Las cosas, como siempre, marchan. Un día de verano parece, incluso, que marchan mejor. Dentro de cinco o seis años habrá que llegar por otro camino a los acantilados. Ya no quedarán más que cincuenta mil armenios. Los árabes tenderán emboscadas. Y las arenas correrán como viento bajo los cascos nerviosos de los corceles... ¿Un viento negro y púrpura como el que galopan los caballos en las batallas de Paolo Uccello?

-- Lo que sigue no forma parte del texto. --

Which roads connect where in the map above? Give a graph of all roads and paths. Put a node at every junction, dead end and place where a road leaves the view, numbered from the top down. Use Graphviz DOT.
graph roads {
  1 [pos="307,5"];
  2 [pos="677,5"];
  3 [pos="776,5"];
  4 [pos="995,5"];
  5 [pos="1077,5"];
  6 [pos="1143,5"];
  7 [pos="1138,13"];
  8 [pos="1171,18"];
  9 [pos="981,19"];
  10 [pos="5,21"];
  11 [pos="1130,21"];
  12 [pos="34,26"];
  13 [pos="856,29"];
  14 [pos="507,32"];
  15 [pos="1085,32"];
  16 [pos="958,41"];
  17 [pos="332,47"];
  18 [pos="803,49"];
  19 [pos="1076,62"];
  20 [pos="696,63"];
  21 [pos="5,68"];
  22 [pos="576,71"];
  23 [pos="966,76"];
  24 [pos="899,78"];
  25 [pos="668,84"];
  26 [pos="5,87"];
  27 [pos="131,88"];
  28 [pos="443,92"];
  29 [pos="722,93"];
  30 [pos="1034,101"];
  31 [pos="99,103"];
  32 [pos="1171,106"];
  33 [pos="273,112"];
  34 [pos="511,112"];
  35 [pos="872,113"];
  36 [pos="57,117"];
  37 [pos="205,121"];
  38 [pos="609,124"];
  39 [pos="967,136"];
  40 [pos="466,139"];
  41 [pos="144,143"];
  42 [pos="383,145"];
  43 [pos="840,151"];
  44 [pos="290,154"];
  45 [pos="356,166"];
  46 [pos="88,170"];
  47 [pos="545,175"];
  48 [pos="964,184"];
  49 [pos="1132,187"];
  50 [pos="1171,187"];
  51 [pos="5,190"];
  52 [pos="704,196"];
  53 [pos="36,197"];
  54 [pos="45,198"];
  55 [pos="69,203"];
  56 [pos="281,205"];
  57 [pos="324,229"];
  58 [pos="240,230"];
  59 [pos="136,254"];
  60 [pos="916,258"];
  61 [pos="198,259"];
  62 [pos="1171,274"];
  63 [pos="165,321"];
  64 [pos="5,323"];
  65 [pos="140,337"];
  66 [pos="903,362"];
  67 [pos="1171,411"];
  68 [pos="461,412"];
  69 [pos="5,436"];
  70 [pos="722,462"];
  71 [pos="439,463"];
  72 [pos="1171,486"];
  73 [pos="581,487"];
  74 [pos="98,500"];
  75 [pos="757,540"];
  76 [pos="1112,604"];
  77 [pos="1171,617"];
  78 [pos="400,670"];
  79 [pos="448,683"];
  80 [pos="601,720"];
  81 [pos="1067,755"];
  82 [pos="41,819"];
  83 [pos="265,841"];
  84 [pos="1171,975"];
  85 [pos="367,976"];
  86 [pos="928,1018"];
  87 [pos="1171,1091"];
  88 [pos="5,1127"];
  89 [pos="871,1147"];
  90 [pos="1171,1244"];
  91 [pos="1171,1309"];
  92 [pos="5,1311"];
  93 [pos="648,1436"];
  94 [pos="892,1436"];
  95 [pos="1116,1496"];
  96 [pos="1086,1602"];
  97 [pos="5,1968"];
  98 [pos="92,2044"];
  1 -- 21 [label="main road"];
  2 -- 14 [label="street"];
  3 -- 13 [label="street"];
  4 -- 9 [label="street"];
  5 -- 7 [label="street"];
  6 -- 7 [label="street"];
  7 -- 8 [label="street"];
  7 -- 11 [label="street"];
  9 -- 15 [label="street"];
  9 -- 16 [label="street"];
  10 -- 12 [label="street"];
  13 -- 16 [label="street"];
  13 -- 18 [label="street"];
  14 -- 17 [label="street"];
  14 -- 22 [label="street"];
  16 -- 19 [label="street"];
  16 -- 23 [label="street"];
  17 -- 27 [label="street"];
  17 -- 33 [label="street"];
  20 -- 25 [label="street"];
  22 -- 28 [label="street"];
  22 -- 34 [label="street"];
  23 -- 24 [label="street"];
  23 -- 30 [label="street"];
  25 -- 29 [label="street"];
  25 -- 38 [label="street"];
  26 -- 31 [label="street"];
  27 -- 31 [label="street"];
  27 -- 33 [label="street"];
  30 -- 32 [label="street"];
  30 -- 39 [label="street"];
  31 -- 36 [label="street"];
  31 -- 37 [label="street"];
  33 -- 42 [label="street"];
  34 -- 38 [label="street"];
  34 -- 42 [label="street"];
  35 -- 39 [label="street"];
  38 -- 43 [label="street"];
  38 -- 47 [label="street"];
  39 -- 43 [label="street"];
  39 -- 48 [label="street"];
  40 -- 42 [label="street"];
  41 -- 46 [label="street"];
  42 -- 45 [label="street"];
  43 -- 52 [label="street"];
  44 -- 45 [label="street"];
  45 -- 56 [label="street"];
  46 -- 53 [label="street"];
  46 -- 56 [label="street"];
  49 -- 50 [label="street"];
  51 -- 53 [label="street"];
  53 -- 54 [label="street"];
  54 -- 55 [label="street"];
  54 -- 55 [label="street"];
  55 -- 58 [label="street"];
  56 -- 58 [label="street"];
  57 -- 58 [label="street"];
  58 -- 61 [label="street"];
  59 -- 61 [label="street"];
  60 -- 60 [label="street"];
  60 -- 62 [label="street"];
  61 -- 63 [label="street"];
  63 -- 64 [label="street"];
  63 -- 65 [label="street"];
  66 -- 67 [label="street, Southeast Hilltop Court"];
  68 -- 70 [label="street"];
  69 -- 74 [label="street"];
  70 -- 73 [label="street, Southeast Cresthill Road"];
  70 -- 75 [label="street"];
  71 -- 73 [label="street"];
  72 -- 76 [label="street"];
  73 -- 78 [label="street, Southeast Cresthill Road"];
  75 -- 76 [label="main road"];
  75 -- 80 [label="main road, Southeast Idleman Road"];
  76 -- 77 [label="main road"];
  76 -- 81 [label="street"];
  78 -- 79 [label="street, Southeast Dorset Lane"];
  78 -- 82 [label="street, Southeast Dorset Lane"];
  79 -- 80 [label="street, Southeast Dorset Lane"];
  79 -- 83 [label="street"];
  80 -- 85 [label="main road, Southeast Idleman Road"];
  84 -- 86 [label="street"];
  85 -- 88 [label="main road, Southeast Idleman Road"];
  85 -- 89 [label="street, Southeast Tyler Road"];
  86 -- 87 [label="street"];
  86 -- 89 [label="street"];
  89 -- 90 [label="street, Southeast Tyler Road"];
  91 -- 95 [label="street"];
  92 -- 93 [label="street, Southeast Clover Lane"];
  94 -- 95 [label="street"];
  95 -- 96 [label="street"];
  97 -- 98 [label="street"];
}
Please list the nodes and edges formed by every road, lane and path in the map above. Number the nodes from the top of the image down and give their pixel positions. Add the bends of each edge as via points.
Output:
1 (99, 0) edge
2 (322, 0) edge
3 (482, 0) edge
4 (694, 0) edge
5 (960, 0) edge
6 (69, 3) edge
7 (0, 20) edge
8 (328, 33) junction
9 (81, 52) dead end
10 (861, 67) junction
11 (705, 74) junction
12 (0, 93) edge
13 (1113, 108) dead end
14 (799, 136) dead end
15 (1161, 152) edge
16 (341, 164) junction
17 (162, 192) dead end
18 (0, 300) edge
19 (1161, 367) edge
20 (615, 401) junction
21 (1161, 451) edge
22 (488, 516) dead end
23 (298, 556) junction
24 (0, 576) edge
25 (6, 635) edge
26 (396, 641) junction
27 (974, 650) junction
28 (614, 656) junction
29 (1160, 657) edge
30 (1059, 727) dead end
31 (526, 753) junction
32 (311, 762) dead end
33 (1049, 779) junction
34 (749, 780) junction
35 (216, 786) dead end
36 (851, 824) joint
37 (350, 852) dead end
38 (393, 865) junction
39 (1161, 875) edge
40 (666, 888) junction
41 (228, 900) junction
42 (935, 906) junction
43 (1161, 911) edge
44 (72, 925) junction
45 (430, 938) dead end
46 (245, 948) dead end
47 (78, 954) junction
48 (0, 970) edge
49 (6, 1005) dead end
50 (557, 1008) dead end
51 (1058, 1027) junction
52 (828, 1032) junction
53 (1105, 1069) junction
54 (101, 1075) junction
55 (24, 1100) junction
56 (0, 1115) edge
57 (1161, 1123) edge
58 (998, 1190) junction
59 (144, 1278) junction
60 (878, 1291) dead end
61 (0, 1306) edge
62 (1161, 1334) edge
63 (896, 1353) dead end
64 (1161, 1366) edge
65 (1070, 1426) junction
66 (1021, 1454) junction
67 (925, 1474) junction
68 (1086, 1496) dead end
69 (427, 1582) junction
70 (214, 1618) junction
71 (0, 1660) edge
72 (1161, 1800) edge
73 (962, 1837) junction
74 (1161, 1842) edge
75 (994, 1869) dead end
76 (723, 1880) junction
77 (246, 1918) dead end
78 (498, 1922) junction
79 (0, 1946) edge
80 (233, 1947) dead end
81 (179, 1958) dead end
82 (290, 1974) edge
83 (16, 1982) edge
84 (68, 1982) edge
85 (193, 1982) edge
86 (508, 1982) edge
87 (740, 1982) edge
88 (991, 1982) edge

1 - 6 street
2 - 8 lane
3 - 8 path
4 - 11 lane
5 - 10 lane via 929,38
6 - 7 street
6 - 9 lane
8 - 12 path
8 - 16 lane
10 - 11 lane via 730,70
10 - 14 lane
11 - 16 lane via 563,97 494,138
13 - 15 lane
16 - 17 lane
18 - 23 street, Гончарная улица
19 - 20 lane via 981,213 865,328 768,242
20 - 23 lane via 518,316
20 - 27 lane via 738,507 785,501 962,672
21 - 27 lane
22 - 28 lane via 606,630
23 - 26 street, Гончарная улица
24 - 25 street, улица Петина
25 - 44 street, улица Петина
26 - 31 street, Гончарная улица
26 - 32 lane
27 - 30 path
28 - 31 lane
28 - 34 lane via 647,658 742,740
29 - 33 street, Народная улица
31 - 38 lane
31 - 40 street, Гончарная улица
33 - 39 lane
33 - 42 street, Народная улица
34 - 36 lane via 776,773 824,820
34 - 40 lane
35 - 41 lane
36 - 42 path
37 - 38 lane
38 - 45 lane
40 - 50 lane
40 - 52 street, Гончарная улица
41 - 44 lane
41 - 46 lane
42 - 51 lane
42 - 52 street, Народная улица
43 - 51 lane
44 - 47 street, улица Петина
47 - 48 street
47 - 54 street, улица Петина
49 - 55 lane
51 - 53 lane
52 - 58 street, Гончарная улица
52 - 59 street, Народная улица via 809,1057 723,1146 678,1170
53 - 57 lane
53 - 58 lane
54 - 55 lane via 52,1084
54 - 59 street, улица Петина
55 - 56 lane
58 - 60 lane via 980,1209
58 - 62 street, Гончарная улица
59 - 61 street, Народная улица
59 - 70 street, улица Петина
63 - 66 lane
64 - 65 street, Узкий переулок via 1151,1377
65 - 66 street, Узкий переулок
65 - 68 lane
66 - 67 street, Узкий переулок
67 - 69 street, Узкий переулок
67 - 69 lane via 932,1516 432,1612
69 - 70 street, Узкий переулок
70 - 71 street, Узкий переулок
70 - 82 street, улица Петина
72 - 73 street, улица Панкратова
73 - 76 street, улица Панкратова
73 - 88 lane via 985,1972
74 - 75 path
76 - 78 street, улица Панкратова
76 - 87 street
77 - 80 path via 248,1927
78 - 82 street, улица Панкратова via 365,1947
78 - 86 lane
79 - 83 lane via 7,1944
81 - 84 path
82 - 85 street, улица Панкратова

Le llaman Uccello a Paolo di Dono porque gustaba de pintar pajarería coloreada. Pero el señor Paolo Uccello, que es uno de los máximos geómetras de la pintura, además de pájaros pintó las mayores batallas de que hay noticia. Algún erudito podrá averiguar los nombres de los caudillos y las enseñas de los soldados de sus batallas maestras. Yo le digo por anticipado que se equivoca. Lo he meditado bien. No pertenecen las batallas de Uccello a la historia militar del mundo: son batallas de la guerra futura. Una selva de lanzas amarillas, negras, rojas, de trompetas doradas, de penachos de insólitos colores; una ola o piedra en fusión, de corazas de plata, de soldados de acero precipitándose en la lucha: caballos azulnegro, verde oliva, rojinegros, unidos, en una explosión de metal, a un ímpetu ciclónico, arrollador. Son batallas inhumanas, batallas de la guerra futura. Se piensa en terribles «robots», en ciegos soldados mecánicos. Paolo Uccello es el pintor de la guerra futura. Vassari dice de él que fue uno de los primeros en pintar pájaros y paisajes. Sí, y el Diluvio Universal, en Santa María Novella, en la primavera de Florencia. Estas batallas de Paolo di Dono son las batallas de después del Diluvio Universal, de después de todos los diluvios. Son las batallas de la última hora de la Humanidad, de los hombres sin sangre en las venas, sin sol en los ojos, sin canciones en los labios. ¿Quién canta estancias del Ariosto yendo para batallas tales? ¿Qué Garcilaso de la Vega va a estas guerras con un emperador cristiano? ¿Qué Pedro Madruga madruga para tales cabalgadas? En el real aquel de la colina, con su coraza de llanto, sus armas de fuego frío y toda su falería de pecados, está Satanás esperando la última hora del hombre, que cabalga aquí a lusco de crepúsculo, sin ángel de la guarda... Sólo les falta a los armenios que quedan que en vez de los árabes, les pongan punto final unos «robots»...
Han tocado a vísperas las campanas de la Catedral, las de la Concepción, la de los Picos. El sol se va tras los montes de Este y del valle asciende a las más altas cumbres y a la creciente luna, una oscura, tibia, olorosa noche. Sobre el antiguo y amado Padornelo, enciende sus candelabros el lucero de la tarde.